The selection of conduits in coronary artery bypass surgery is a crucial aspect that significantly impacts patient outcomes. In this review article, we have explored the various arterial and venous graft options available for revascularization and discussed their respective applications in different clinical scenarios. The key learning points from this study include the prominence of arterial conduits, particularly the left internal mammary artery, which consistently demonstrates superior long-term patency rates and favourable outcomes. The use of the radial artery as an arterial conduit also proves to be a valuable alternative when the LIMA is unsuitable or when multiple grafts, especially in cases of total arteria revascularization in younger patients, are needed. However, the study highlights the importance of individualizing treatment plans based on patient-specific factors, such as age, comorbidities, graft number requirements, location and severity of coronary lesions, presence of prior bypass grafts, and left ventricular function. While venous conduits, such as the great saphenous vein, remain essential in certain situations, the concept of “arterializing” venous grafts emerges as a promising strategy to improve graft durability. Furthermore, hybrid conduit techniques, such as the application of T- or Y-grafts and bilateral internal mammary arteries (BIMA), offer innovative solutions for specific clinical cases. These insights can aid surgeons in making informed decisions, leading to improved patient outcomes and long-term success of coronary artery bypass surgery [26–30].
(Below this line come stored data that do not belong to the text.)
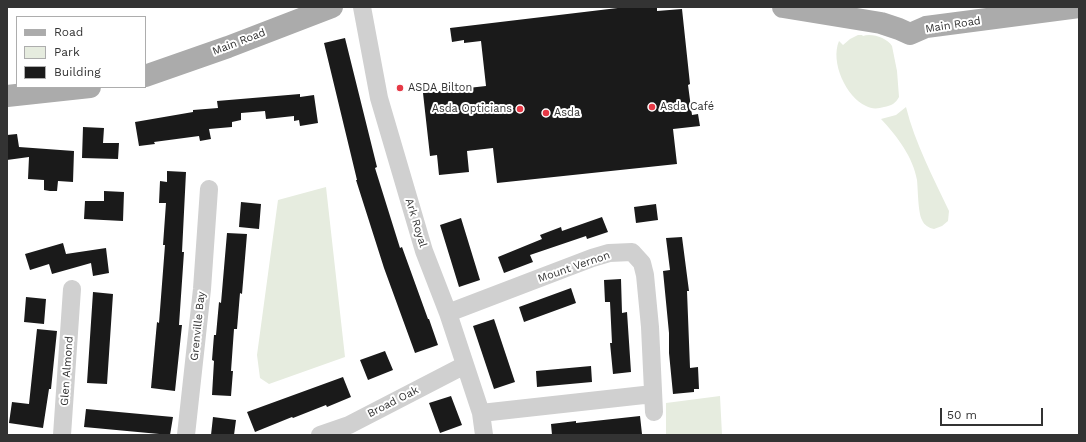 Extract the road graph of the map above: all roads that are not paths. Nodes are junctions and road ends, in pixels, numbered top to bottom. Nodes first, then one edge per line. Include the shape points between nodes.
1 (332, 7) edge
2 (362, 7) edge
3 (783, 7) edge
4 (1079, 7) edge
5 (146, 76) edge
6 (81, 88) edge
7 (7, 96) edge
8 (209, 189) dead end
9 (66, 300) dead end
10 (448, 313) junction
11 (465, 365) junction
12 (653, 394) junction
13 (481, 412) junction
14 (654, 412) dead end
15 (350, 430) edge
16 (62, 435) edge
17 (186, 435) edge
18 (320, 435) edge
19 (484, 435) edge

1 - 5 main road, Main Road
2 - 10 street, Ark Royal via 379,98 424,251
3 - 4 main road, Main Road via 881,23 910,34 926,28
6 - 7 main road
8 - 17 street, Grenville Bay via 200,215 202,289
9 - 16 street, Glen Almond
10 - 11 street, Ark Royal
10 - 12 street, Mount Vernon via 592,258 609,253 632,252 642,263 645,275
11 - 13 street, Ark Royal
11 - 15 street, Broad Oak
12 - 13 street
12 - 14 street, Mount Vernon
13 - 19 street, Ark Royal
15 - 18 street, Broad Oak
Limitations of the study: Despite the comprehensive nature of this review article, there are several limitations that should be acknowledged. First, the study’s reliance on existing literature may introduce publication bias because studies with positive or significant results are more likely to be published than those with negative findings. Additionally, the inclusion of studies published only in English could introduce language bias and potentially exclude valuable research published in other languages. Moreover, despite the systematic search on PubMed and Cochrane Database, it is possible that some relevant studies were missed because the search was limited to articles available only until 30 November 2022. Furthermore, the variability in study designs, patient populations, and surgical techniques among the included studies might have influenced the quality and generalizability of the findings. The review’s focus on published studies might also overlook valuable insights from ongoing research and unpublished data. Lastly, while case reports provide unique clinical observations, their limited sample size and lack of control groups may limit the strength of evidence for certain conduit choices. Despite these limitations, this review article aims to provide a comprehensive and informative overview of the available choices of conduits in coronary artery bypass surgery based on the existing literature up to the specified search date.